改めてリリーナが怖い存在だと知った現在、ユウキは玉座の座席部分に寝転がって、再度システムへのアクセスをしていた。


「余計なモノには触らない、ヨシ」


頭の中で指差呼称と例の変なポーズをしながらも、先程出した画面を見ていく。

結局、追加されていたのは『精霊』のコマンドだけ。


それと同時に、この手の転生モノにはお約束なアレが無い事に気付いた。

そう…


ステータス


武器や道具を指し示す枠は存在するのに、何故か自分自身を表示するステータスが無い。


これは困った。

自分のゲーム内キャラの能力値やレベルは覚えているが、それが今のこの体でも表現されているのか心配になる。


ただ、さっきリリーナに『鎮静』の魔法をかける事が出来た事で、何らかの能力は受け継いでいると見るへきか?

そこで問題だったのは、今の自分が『ゲームキャラになったユウキ』なのか『矢野ユウキ本人がゲームの世界に来た』のかだ。


魔法が使える事で、ゲームキャラになった説が有力になるが、ならば何故、自身の見た目が矢野ユウキ、それも小学生の頃の自分なのかという疑問が出てくる。


『両方を併せ持つ?いや、それなら何故若返ったのかとなるし…う〜ん、分からん』


謎が謎を呼び迷宮入りするレベルの謎だらけ。

いや、それでもこれだけ考える間があるのは良い方だな。


そんな事を思いながらも、気になる件からどうにかしようと考える。

正直、ステータスが分からなくても問題は無い気がするのだが、この手のお約束ならばやってみたいと好奇心がウズウズする訳で。


「う〜ん…リリーナ、少しの間だけ一人にしてくれないかな?」

「いやです」


うわ〜、即答されたよ、しかも拒否?なんで?!


「この浮遊大陸はまだ安定していません。そんな状況で側を離れる訳にはいきません」


なんだか、凄いキリッとした顔で言うさわれてしまった。

とは言うものの、安定していないって意味が分からないんだけど?何、この城っててモンスターでもいるの?
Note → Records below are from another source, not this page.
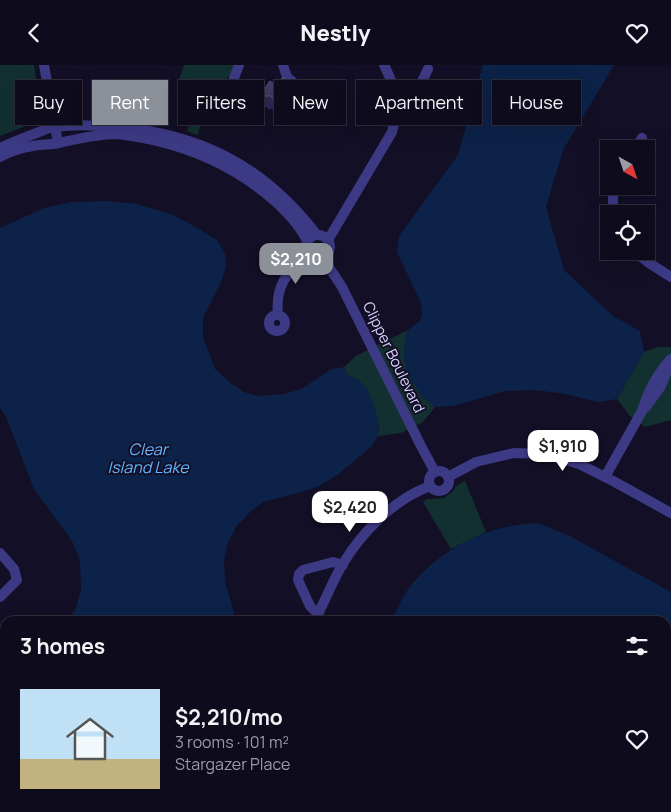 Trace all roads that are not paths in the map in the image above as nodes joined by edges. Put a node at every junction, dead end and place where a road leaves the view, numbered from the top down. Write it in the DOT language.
graph roads {
  1 [pos="44,65"];
  2 [pos="239,65"];
  3 [pos="283,65"];
  4 [pos="384,65"];
  5 [pos="428,69"];
  6 [pos="234,78"];
  7 [pos="291,80"];
  8 [pos="391,80"];
  9 [pos="423,80"];
  10 [pos="394,125"];
  11 [pos="55,127"];
  12 [pos="58,143"];
  13 [pos="0,148"];
  14 [pos="0,157"];
  15 [pos="317,235"];
  16 [pos="328,240"];
  17 [pos="308,243"];
  18 [pos="309,255"];
  19 [pos="323,258"];
  20 [pos="644,260"];
  21 [pos="671,277"];
  22 [pos="278,314"];
  23 [pos="671,360"];
  24 [pos="435,472"];
  25 [pos="448,477"];
  26 [pos="605,477"];
  27 [pos="430,486"];
  28 [pos="671,513"];
  29 [pos="0,553"];
  30 [pos="343,565"];
  31 [pos="0,597"];
  32 [pos="316,616"];
  33 [pos="318,616"];
  1 -- 11 [label="street"];
  2 -- 6 [label="street"];
  3 -- 7 [label="street"];
  4 -- 8 [label="street"];
  5 -- 9 [label="street"];
  10 -- 16 [label="street"];
  11 -- 12 [label="street"];
  11 -- 13 [label="street"];
  11 -- 15 [label="street"];
  12 -- 14 [label="street"];
  12 -- 17 [label="street"];
  15 -- 16 [label="street"];
  15 -- 17 [label="street"];
  16 -- 19 [label="street"];
  17 -- 18 [label="street"];
  18 -- 19 [label="street"];
  18 -- 22 [label="street"];
  19 -- 24 [label="street, Clipper Boulevard"];
  20 -- 21 [label="street"];
  23 -- 26 [label="street"];
  24 -- 25 [label="street"];
  24 -- 27 [label="street"];
  25 -- 26 [label="street"];
  25 -- 27 [label="street"];
  26 -- 28 [label="street"];
  27 -- 30 [label="street"];
  29 -- 31 [label="street"];
  30 -- 32 [label="street"];
  30 -- 33 [label="street"];
}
って聞いたら、例の攻めて来たプレイヤー?異邦人と彼女は呼んでたけど、それら残党がまだいるかもしれないって事らしい。

後、この混乱の中ならココまで来れる可能性があるって。


う〜ん、言われてみればそうだろうけど…ユウキとしては、ほんの少しだけでも時間が欲しい。

これからやる事は、他の誰にも知られたくないから。


「うん、その気持ちは分かるけど、オレも少し試したい事があるんだ」

「私が居てはダメですか?」


『う、ダメじゃないけど、見られるとオレにダメージががががが』


う〜んう〜んと考えて、再度お願いしましたよ、うん。

いやマジでコレ、見られたくないので。